1. Everything you think you own is no longer yours: DVD’s/Tools/Car/Favourite spot on the couch, learn to let go, it makes the pain easier when you see your favourite DVD scratched to hell or your new Sidchrome toolkit spread around the garage
2. Bolt everything down: your bundle of joy isn’t climbing yet? He will!!! If you can, bolt all furniture down. You will end up with little holes everywhere as you move furniture around but trust me it’s better than the alternative
3. Like watching movies? Forget it. Your favourite movies are now the wiggles dancing extravaganza and the Lion King. In time you will find yourself humming the tunes when you are all alone in the car
4. When you get home from work, don’t carry anything in through the door. You will need both hands to keep you screaming overexcited sprinting toddler from ploughing into your nether region as they come to greet you.
5. Don’t get overly attached to how your garage looks. Where you once had all your tools laid out neatly your workbench will become filled with half broken toys that you NEED to fix to stave off the next toddler tantrum, odd jobs that you started and don’t have time to finish, and a broke (Insert expensive item here) that your child smashed and you want to fix it rather than spend $$$$ to buy another one (we cover this later).
6. Never ask your wife “what did you do all day”. This will end badly for you. Just trust me on this one, it’s not a path you want to go down.

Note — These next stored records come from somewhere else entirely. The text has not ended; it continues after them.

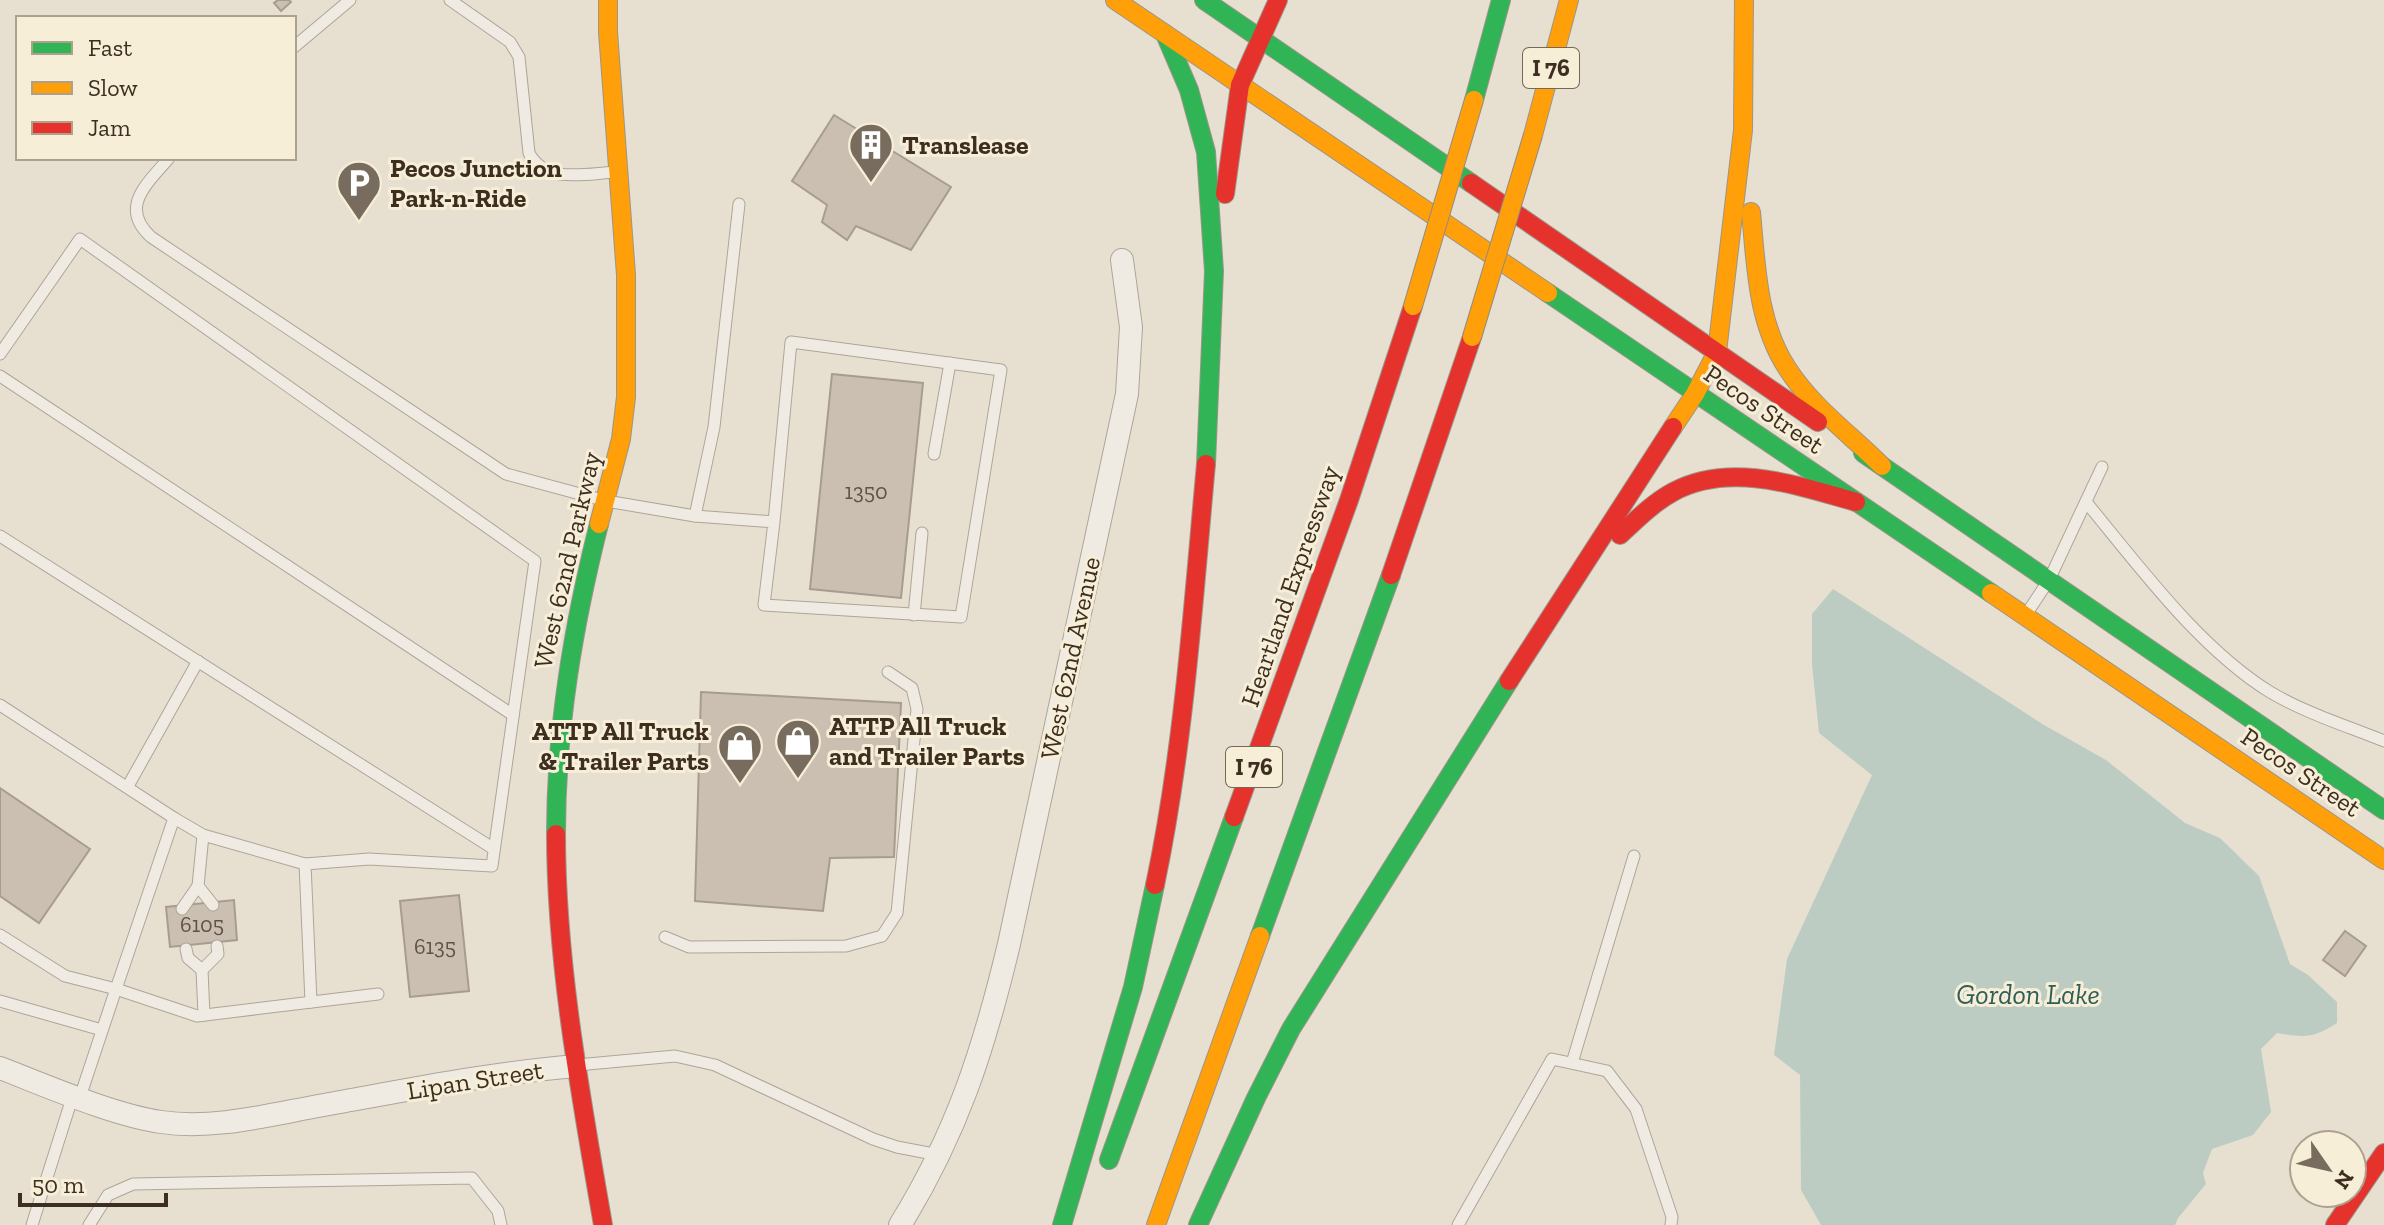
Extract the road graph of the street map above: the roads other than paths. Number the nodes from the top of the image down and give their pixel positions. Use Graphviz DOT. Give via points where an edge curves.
graph roads {
  1 [pos="350,0"];
  2 [pos="450,0"];
  3 [pos="608,0"];
  4 [pos="1115,0"];
  5 [pos="1204,0"];
  6 [pos="1278,0"];
  7 [pos="1501,0"];
  8 [pos="1569,0"];
  9 [pos="1744,0"];
  10 [pos="1165,34"];
  11 [pos="1260,38"];
  12 [pos="296,45"];
  13 [pos="1240,85"];
  14 [pos="1743,130"];
  15 [pos="167,160"];
  16 [pos="618,172"];
  17 [pos="739,204"];
  18 [pos="1122,260"];
  19 [pos="1214,271"];
  20 [pos="1717,352"];
  21 [pos="0,354"];
  22 [pos="950,363"];
  23 [pos="0,376"];
  24 [pos="1695,394"];
  25 [pos="934,454"];
  26 [pos="1882,466"];
  27 [pos="2102,467"];
  28 [pos="606,501"];
  29 [pos="1856,502"];
  30 [pos="2086,502"];
  31 [pos="695,516"];
  32 [pos="774,522"];
  33 [pos="922,533"];
  34 [pos="0,536"];
  35 [pos="2049,580"];
  36 [pos="1553,611"];
  37 [pos="914,615"];
  38 [pos="2025,616"];
  39 [pos="198,661"];
  40 [pos="888,672"];
  41 [pos="0,705"];
  42 [pos="513,715"];
  43 [pos="2384,741"];
  44 [pos="128,786"];
  45 [pos="2384,810"];
  46 [pos="174,818"];
  47 [pos="203,835"];
  48 [pos="494,849"];
  49 [pos="1634,856"];
  50 [pos="2384,860"];
  51 [pos="305,864"];
  52 [pos="198,886"];
  53 [pos="213,905"];
  54 [pos="182,909"];
  55 [pos="0,935"];
  56 [pos="665,937"];
  57 [pos="217,946"];
  58 [pos="186,949"];
  59 [pos="202,970"];
  60 [pos="116,989"];
  61 [pos="378,994"];
  62 [pos="0,1001"];
  63 [pos="311,1002"];
  64 [pos="204,1015"];
  65 [pos="102,1030"];
  66 [pos="1572,1063"];
  67 [pos="576,1066"];
  68 [pos="0,1068"];
  69 [pos="77,1096"];
  70 [pos="2384,1153"];
  71 [pos="940,1155"];
  72 [pos="1102,1182"];
  73 [pos="32,1225"];
  74 [pos="89,1225"];
  75 [pos="501,1225"];
  76 [pos="603,1225"];
  77 [pos="900,1225"];
  78 [pos="1062,1225"];
  79 [pos="1156,1225"];
  80 [pos="1198,1225"];
  81 [pos="1458,1225"];
  82 [pos="1671,1225"];
  83 [pos="2335,1225"];
  1 -- 12 [label="lane"];
  2 -- 16 [label="lane" via="510,42 519,57 534,162 552,174"];
  3 -- 16 [label="main road, West 62nd Parkway"];
  4 -- 10 [label="main road, Pecos Street"];
  5 -- 11 [label="main road, Pecos Street"];
  6 -- 11 [label="main road"];
  7 -- 72 [label="main road, Heartland Expressway / I 76, bridge" via="1413,306 1349,500"];
  8 -- 79 [label="main road, I 76, bridge" via="1472,337 1403,542"];
  9 -- 14 [label="main road"];
  10 -- 13 [label="main road, Pecos Street"];
  10 -- 19 [label="main road" via="1189,90 1206,152"];
  11 -- 13 [label="main road"];
  11 -- 20 [label="main road, Pecos Street"];
  13 -- 19 [label="main road"];
  13 -- 24 [label="main road, Pecos Street"];
  14 -- 20 [label="main road"];
  14 -- 26 [label="main road" via="1758,285 1770,333 1805,391"];
  15 -- 28 [label="lane" via="143,189 135,209 142,229 490,465"];
  16 -- 28 [label="main road, West 62nd Parkway" via="627,359 621,439"];
  17 -- 31 [label="lane" via="714,427"];
  18 -- 71 [label="street, West 62nd Avenue" via="1131,327 1127,394 991,1017"];
  19 -- 78 [label="main road" via="1207,456 1167,826 1133,987"];
  20 -- 24 [label="main road"];
  20 -- 26 [label="main road, Pecos Street"];
  21 -- 42 [label="lane" via="80,239 535,561"];
  22 -- 25 [label="lane"];
  22 -- 32 [label="lane" via="791,342"];
  22 -- 37 [label="lane" via="1001,370 961,617"];
  23 -- 42 [label="lane"];
  24 -- 29 [label="main road, Pecos Street"];
  24 -- 36 [label="main road"];
  26 -- 35 [label="main road, Pecos Street"];
  27 -- 30 [label="lane"];
  28 -- 31 [label="lane"];
  28 -- 67 [label="main road, West 62nd Parkway" via="571,646 556,783 556,876"];
  29 -- 36 [label="main road" via="1743,475 1690,484 1655,501 1633,520"];
  29 -- 38 [label="main road, Pecos Street"];
  30 -- 35 [label="lane"];
  30 -- 43 [label="lane" via="2157,589 2229,661 2272,693"];
  31 -- 32 [label="lane"];
  32 -- 37 [label="lane" via="764,605"];
  33 -- 37 [label="lane"];
  34 -- 39 [label="lane"];
  35 -- 38 [label="lane"];
  35 -- 45 [label="main road, Pecos Street"];
  36 -- 80 [label="main road" via="1291,1029"];
  38 -- 50 [label="main road, Pecos Street"];
  39 -- 44 [label="lane"];
  39 -- 48 [label="lane"];
  40 -- 56 [label="lane" via="912,688 917,709 897,913 882,936 846,946 689,947"];
  41 -- 44 [label="lane"];
  42 -- 48 [label="lane"];
  44 -- 46 [label="lane"];
  46 -- 47 [label="lane"];
  46 -- 60 [label="lane"];
  47 -- 51 [label="lane"];
  47 -- 52 [label="lane"];
  48 -- 51 [label="lane" via="492,866 369,859"];
  49 -- 66 [label="lane"];
  51 -- 63 [label="lane"];
  52 -- 53 [label="lane"];
  52 -- 54 [label="lane"];
  55 -- 60 [label="lane" via="65,976"];
  57 -- 59 [label="lane" via="218,954"];
  58 -- 59 [label="lane"];
  59 -- 64 [label="lane"];
  60 -- 64 [label="lane"];
  60 -- 65 [label="lane"];
  61 -- 63 [label="lane"];
  62 -- 65 [label="lane"];
  63 -- 64 [label="lane"];
  65 -- 69 [label="lane"];
  66 -- 81 [label="lane" via="1552,1059"];
  66 -- 82 [label="lane" via="1607,1071 1636,1109"];
  67 -- 69 [label="street, Lipan Street" via="507,1072 218,1122 160,1122"];
  67 -- 71 [label="lane, Lipan Street" via="693,1058 873,1139"];
  67 -- 76 [label="main road, West 62nd Parkway"];
  68 -- 69 [label="street, Lipan Street"];
  69 -- 73 [label="lane"];
  70 -- 83 [label="main road"];
  71 -- 77 [label="street, West 62nd Avenue"];
  74 -- 75 [label="lane" via="108,1195 133,1184 472,1178 498,1211"];
}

7. Learn to decipher toddler speak. As a dad you will struggle with this at the start as your time is limited with your child. Take the time to work out what they are saying, it just might save a toddler meltdown, on that note it might just save an adult meltdown
8. Lean how to scoff chocolate from the fridge and talk in a perfectly normal voice so your child cannot see nor detect that you are in fact eating sweets.
9. If you don’t already have them…. Get Pets!!! No really, they keep the children amused for hours, except at feeding time, then all children seemingly forget all existence of said pets.
10. Don’t sweat the small stuff, ok so your child tried to go all pro hart on the bedroom wall with a permanent marker, its fixable, they dropped and broke that favourite (insert expensive breakable item here)? Its replaceable. Your time with them at this vulnerable age is limited so enjoy every single day you can.
11. Set clear rules for the important stuff and stick to it, everything else, let it go.

Because far too soon it will be gone.